Uncompensated care is ruining any chance of fiscal integrity of the health care system.
America spends 2.2 trillion dollars annually on health care. The uninsured care cost is less than 100 billion, less than 5%. Crisis? Jack Hadley in Health Affairs explains that the uninsured are not a sick group. The system is expensive, but it works, with adequate safety net provisions for the needy.

We need to stop wasting money on emergency departments.
The total cost for emergency care in the United States is less than 5% of the total of $2.2 trillion America pays every year for health care. One hundred and twenty million visits, insured and uninsured, billed for $120 billion. Most of it paid for with insurance or cash. Crisis? Again? Emergency departments are convenient, open 24/7, and they offer access to high-tech resources. Universal insurance will not reduce E.D. use because in a reformed system, it will be free to the patient. Robert Samuelson insightfully discusses these things in the Washington Post.

Reformers will use computers and make everybody’s health record on a government databank, resulting in better care for all.
Computers are expensive, take providers away from the patient, magnify mistakes, and don’t reduce costs. Computers don’t take care of patients, systems crash, data decays and is not securely private. Computer problems that cause errors have not yet been solved.

Comparative effectiveness panels and guidelines writers will save money and improve care.
The guideline and practice control projects will provide a way to ration or deny unapproved care for economic or medical reasons, but evidence does not show better care. The Leap Frog project in one thousand hospitals was reported as a disappointment by Leslie Kernisan in JAMA.

Lack of insurance is a killer.
The president and others wave the bloody shirt of a 2009 study claiming that a lack of health insurance causes 45,000 deaths in America per year. John Goodman and William Tate both exposed the study as irresponsible and flawed propaganda by Woolhandler and Himmelstein, unreliable and self-declared fanatic advocates of socialized medicine. In contrast, Dr. Steven Asch and Drs. Helen Levy and David Meltzer find no real benefit to health outcomes from health insurance.

New preventive care projects will save money and lives.
Preventive health myths flourish in spite of the evidence. Michael Fumento in National Review and Joshua Cohen in a comprehensive medical journal review report that claims of preventive care benefits are exaggerated and unimpressive in reality, and there are downside risks to screening healthy populations.
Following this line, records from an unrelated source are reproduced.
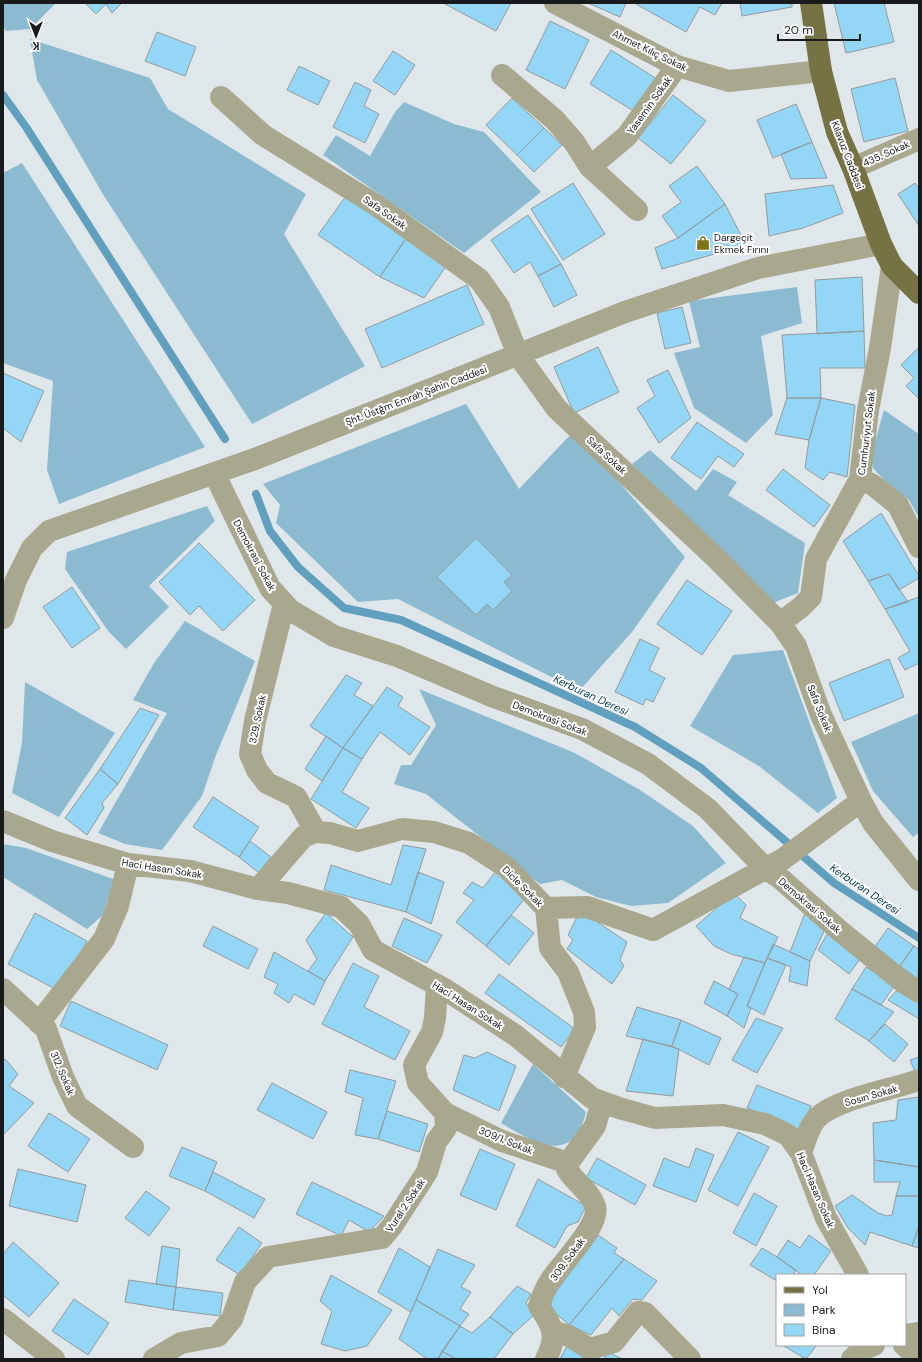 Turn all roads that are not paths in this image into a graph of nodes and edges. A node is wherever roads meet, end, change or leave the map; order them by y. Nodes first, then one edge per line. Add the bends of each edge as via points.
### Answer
1 (555, 3) edge
2 (811, 3) edge
3 (677, 66) junction
4 (821, 70) junction
5 (502, 75) dead end
6 (221, 97) dead end
7 (919, 139) edge
8 (590, 167) junction
9 (853, 168) junction
10 (637, 210) dead end
11 (881, 244) junction
12 (892, 266) junction
13 (919, 293) edge
14 (518, 355) junction
15 (214, 473) junction
16 (860, 479) junction
17 (919, 547) edge
18 (284, 604) junction
19 (3, 618) edge
20 (780, 623) junction
21 (861, 801) junction
22 (3, 821) edge
23 (316, 832) junction
24 (774, 863) junction
25 (128, 864) junction
26 (919, 880) edge
27 (258, 889) junction
28 (546, 908) junction
29 (437, 985) junction
30 (3, 989) edge
31 (919, 992) edge
32 (39, 1023) junction
33 (564, 1077) junction
34 (919, 1080) edge
35 (602, 1102) junction
36 (445, 1113) junction
37 (133, 1148) dead end
38 (802, 1153) junction
39 (568, 1163) junction
40 (857, 1274) edge
41 (3, 1319) edge
42 (552, 1331) junction
43 (919, 1333) edge
44 (906, 1335) edge
45 (872, 1346) edge
46 (905, 1346) edge
47 (48, 1357) edge
48 (154, 1359) edge
49 (546, 1359) edge
50 (690, 1359) edge
51 (852, 1359) edge
52 (919, 1359) edge

1 - 3 street, Ahmet Kılıç Sokak
2 - 4 main road, Kılavuz Caddesi
3 - 4 street, Ahmet Kılıç Sokak via 729,81
3 - 8 street, Yasemin Sokak via 627,136
4 - 9 main road, Kılavuz Caddesi via 837,132
5 - 8 street via 555,120 574,142
6 - 14 street, Safa Sokak via 263,135 376,205 479,279 499,306
7 - 9 street, 435. Sokak
8 - 10 street
9 - 11 main road, Kılavuz Caddesi
11 - 12 main road, Kılavuz Caddesi
11 - 14 street, Şht. Üstğm Emrah Şahin Caddesi via 758,268 625,312
12 - 13 main road, Kılavuz Caddesi
12 - 16 street, Cumhuriyut Sokak via 868,410
14 - 15 street, Şht. Üstğm Emrah Şahin Caddesi
14 - 20 street, Safa Sokak via 557,409 717,559
15 - 18 street, Demokrasi Sokak via 270,588
15 - 19 street, Şht. Üstğm Emrah Şahin Caddesi via 49,531 32,548 16,580
16 - 17 street via 873,485 898,505
16 - 20 street, Cumhuriyut Sokak via 816,559 810,596 800,608
18 - 23 street, 329. Sokak via 250,754 256,770 267,783 296,797
18 - 24 street, Demokrasi Sokak via 334,636 398,656 491,696 582,729 648,764
20 - 21 street, Safa Sokak via 796,646 821,715
21 - 24 street
21 - 26 street, Safa Sokak via 873,823
22 - 25 street, Haci Hasan Sokak via 52,841
23 - 27 street via 304,836
23 - 28 street, Dicle Sokak via 358,841 402,829 434,832 469,843 506,867
24 - 28 street via 653,930 587,907
24 - 31 street, Demokrasi Sokak via 780,879 840,932
25 - 27 street, Haci Hasan Sokak via 190,871
25 - 32 street via 118,906 104,939
27 - 29 street, Haci Hasan Sokak via 288,893 342,907 359,924 373,950
28 - 33 street, Dicle Sokak via 550,948 568,972 584,1012 585,1027
29 - 33 street, Haci Hasan Sokak via 515,1035
29 - 36 street via 432,1032 414,1065 418,1083
30 - 32 street, 312. Sokak
32 - 37 street, 312. Sokak via 46,1029 63,1077 77,1106
33 - 35 street, Haci Hasan Sokak via 592,1098
34 - 38 street, Sosın Sokak via 842,1103 817,1117 806,1136
35 - 38 street, Haci Hasan Sokak via 656,1118 723,1115 765,1124 788,1135
35 - 39 street via 595,1126
36 - 39 street, 309/1. Sokak via 502,1141
36 - 48 street, Vural 2 Sokak via 446,1128 436,1142 427,1172 382,1238 268,1257 245,1282 232,1319 218,1336 181,1343
38 - 40 street, Haci Hasan Sokak via 826,1218
39 - 42 street, 309. Sokak via 567,1169 571,1177 579,1183 592,1201 595,1215 578,1248 553,1277 542,1296 540,1306 551,1324
41 - 47 street
42 - 49 street, 309. Sokak via 553,1345
42 - 50 street via 570,1336 590,1348 614,1342 638,1312 645,1313
43 - 44 street
45 - 51 street
46 - 52 street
The American health care system isn’t safe. Government needs to intervene and punish and penalize hospitals, nurses, and physicians.
The only comprehensive American hospital care patient safety studies over four decades show a rate of negligent patient injury less than 0.25%. Denigrating health care providers and hospitals promotes the savior role of nine-to-five government mandarins with clipboards, furrowed brows, and red pencils. Government experts as guarantors of safety and quality may be the biggest myth of all.

We are in the last stretch of the hijacking, intended to create a command-and-control health care reform by a mean rank of self-assured tyrants, monitoring and intruding into every nook and cranny of American life. Health care will open the door to the state dictating living and lifestyles. Those in charge will meddle and mandate to affirm their power, sense of superiority, and good intentions.
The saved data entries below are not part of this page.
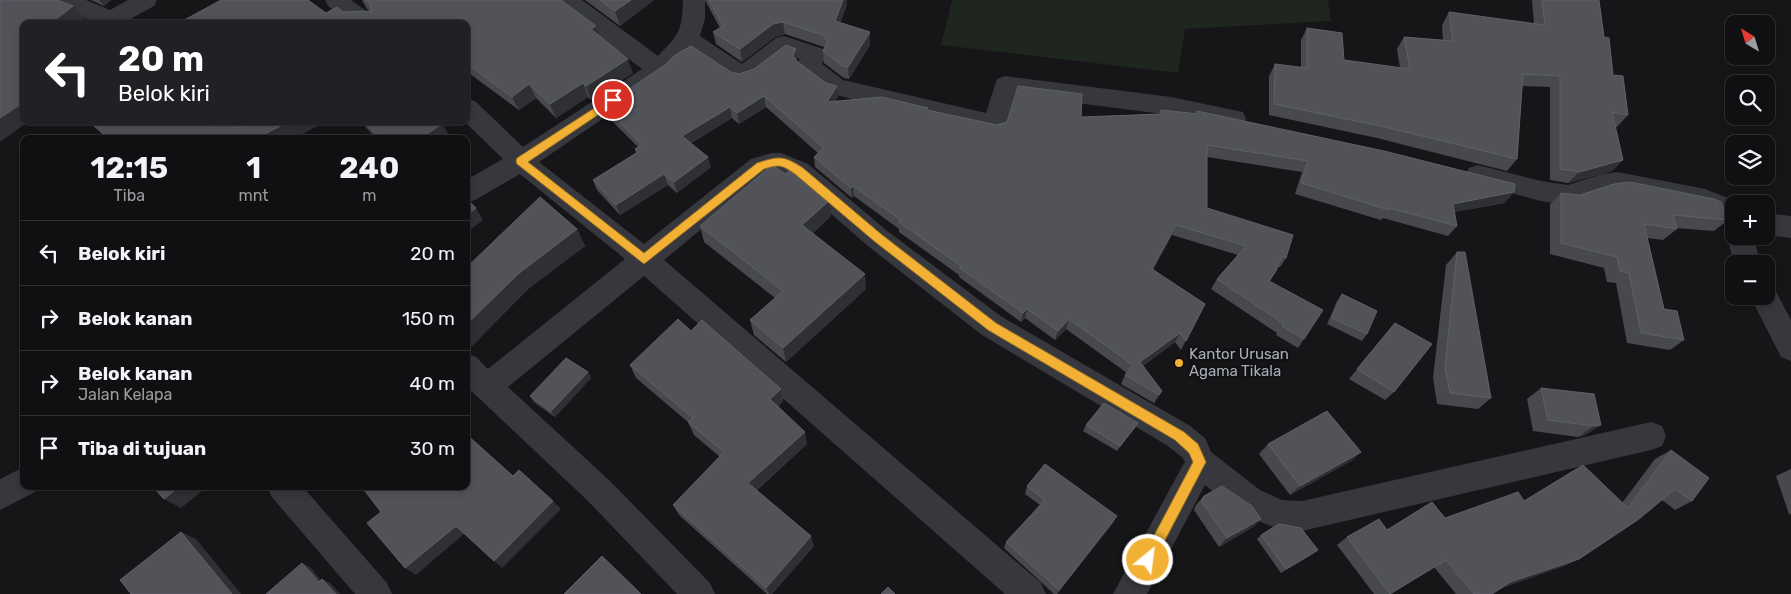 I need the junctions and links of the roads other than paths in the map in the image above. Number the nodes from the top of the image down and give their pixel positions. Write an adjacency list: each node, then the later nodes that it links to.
1 (64, 0): 6 (street)
2 (146, 0): 7 (street)
3 (336, 0): 8 (street)
4 (567, 0): 10 (street)
5 (694, 0): 9 (street)
6 (109, 20)
7 (116, 20)
8 (363, 20)
9 (688, 39): 10 (street); 12 (street)
10 (659, 69): 15 (street)
11 (470, 112): 15 (street)
12 (1256, 124)
13 (223, 125): 14 (street)
14 (234, 135)
15 (521, 161): 17 (street); 21 (street)
16 (1454, 170): 18 (street)
17 (470, 191)
18 (1725, 208)
19 (1775, 225): 20 (street)
20 (1791, 227)
21 (644, 260): 25 (street); 27 (street); 33 (street)
22 (1769, 305): 23 (street)
23 (1791, 348)
24 (470, 370): 25 (street)
25 (487, 387): 32 (street)
26 (1652, 436): 27 (street)
27 (1200, 462): 34 (street)
28 (20, 484): 30 (street)
29 (285, 490): 31 (street)
30 (0, 495)
31 (376, 594)
32 (699, 594)
33 (1030, 594)
34 (1129, 594)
Eric Hoffer, longshoreman philosopher, said, “The intellectuals and the young, booted and spurred, feel themselves born to ride us.”
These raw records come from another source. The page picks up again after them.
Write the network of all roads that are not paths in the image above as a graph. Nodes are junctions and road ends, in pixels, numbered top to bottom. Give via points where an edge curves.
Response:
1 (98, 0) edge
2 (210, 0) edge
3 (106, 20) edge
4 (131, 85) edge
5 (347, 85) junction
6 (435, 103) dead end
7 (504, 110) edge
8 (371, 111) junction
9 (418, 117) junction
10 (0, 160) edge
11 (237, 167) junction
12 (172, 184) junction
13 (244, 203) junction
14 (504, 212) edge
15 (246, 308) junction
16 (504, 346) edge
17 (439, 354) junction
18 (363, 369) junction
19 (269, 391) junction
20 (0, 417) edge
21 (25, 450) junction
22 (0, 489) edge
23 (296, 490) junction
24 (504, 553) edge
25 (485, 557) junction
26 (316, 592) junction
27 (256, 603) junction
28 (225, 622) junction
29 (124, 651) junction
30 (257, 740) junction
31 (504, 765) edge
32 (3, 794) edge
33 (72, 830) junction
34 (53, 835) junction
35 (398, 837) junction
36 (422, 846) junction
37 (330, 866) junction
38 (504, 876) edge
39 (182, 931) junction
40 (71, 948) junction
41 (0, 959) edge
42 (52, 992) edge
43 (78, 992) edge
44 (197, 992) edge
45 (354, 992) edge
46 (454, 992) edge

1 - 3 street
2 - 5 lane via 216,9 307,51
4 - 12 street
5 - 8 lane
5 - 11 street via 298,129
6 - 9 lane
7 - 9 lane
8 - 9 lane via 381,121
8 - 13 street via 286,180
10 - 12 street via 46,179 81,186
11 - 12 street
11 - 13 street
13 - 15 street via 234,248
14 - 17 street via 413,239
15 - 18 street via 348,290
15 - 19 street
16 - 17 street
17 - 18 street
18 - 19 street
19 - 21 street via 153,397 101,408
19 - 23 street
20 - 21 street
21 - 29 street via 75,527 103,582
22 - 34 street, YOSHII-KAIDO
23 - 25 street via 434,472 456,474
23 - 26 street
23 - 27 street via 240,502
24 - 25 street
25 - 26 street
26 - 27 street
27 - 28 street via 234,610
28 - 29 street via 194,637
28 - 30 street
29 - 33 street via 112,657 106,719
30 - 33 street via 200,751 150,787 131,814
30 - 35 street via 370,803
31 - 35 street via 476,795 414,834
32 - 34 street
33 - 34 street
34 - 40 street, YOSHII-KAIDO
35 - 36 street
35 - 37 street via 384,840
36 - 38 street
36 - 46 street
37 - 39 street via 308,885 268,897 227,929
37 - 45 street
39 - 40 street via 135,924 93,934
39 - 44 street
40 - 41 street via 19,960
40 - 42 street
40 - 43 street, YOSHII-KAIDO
Ronald Reagan warned that a federalized medical system would be the key to making America a socialist state. He said, “Freedom is never more than one generation away from extinction.”

Soon these remorseless, arrogant, socialist, dome-headed apparatchiks will be tallying and monitoring Americans lives in their journals, recording new orders and mandates, chronicling oppressions and terminations. Harshness will characterize their regime.
Liberty will be a whisper, a faint and fading image.
Twenty-five years ago, Ronald Reagan was president. Are we lost to our home-grown socialist movement?